Set up API credentials in N8N for smooth integration.
Build a Pinecone vector database for storing data in semantic embeddings.
Document Handling and Chunking
Convert documents to PDFs, store them in Google Drive, and extract text with N8N’s “PDF Extract” node.
Break large documents into smaller chunks for processing by OpenAI and avoid API rate limits.
Embedding Generation and Storage
Use OpenAI to generate embeddings for Q&A blocks from document content.
Store embeddings and metadata in Pinecone for fast, relevant search results.
Setting Up Telegram Bot for Interaction
Create a Telegram bot using BotFather and connect it to N8N via API keys.
Embed Telegram messages with query parameters to interact with Pinecone.

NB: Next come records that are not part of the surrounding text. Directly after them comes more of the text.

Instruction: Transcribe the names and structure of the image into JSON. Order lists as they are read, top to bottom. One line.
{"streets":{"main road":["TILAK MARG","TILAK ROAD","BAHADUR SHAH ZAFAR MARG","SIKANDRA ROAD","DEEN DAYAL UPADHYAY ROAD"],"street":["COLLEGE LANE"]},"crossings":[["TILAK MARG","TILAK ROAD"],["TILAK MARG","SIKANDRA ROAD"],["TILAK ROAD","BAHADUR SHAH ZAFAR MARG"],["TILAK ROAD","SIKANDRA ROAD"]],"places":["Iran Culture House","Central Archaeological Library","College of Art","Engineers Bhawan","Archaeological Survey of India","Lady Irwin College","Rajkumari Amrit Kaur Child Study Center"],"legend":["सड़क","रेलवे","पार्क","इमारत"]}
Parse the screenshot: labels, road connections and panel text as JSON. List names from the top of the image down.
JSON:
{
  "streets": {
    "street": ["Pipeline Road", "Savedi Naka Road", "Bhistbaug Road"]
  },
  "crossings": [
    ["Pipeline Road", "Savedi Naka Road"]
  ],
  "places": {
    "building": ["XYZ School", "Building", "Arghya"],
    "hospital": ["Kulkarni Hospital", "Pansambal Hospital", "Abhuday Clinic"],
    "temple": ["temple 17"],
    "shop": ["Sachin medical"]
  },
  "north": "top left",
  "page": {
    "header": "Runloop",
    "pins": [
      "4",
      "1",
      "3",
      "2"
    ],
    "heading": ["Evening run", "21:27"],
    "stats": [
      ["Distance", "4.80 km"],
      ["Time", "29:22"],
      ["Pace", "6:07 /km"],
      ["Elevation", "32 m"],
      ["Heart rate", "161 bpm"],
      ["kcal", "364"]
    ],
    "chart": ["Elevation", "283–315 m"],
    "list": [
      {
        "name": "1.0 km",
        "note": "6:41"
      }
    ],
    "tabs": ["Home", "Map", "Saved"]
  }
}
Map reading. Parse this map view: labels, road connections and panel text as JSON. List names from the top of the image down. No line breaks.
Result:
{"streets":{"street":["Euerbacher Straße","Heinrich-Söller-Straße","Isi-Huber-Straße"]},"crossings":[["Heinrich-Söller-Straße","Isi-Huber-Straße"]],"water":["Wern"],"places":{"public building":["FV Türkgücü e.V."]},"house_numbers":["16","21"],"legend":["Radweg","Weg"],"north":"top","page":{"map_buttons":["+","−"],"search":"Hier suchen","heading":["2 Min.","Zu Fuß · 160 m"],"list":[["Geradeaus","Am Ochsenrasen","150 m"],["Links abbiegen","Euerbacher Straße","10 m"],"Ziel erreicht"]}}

Querying and Retrieving Answers
Use embeddings to query Pinecone from Telegram and return meaningful answers based on document content.
Conclusion
By combining N8N with tools like Pinecone and OpenAI, you can build a powerful, customizable AI chatbot capable of querying internal documents with ease. The process requires some technical knowledge, but the result is a sophisticated, efficient system that would have previously required significant development resources. N8N’s drag-and-drop interface makes these advanced workflows more accessible, offering a great entry point for those curious about AI agents and automation.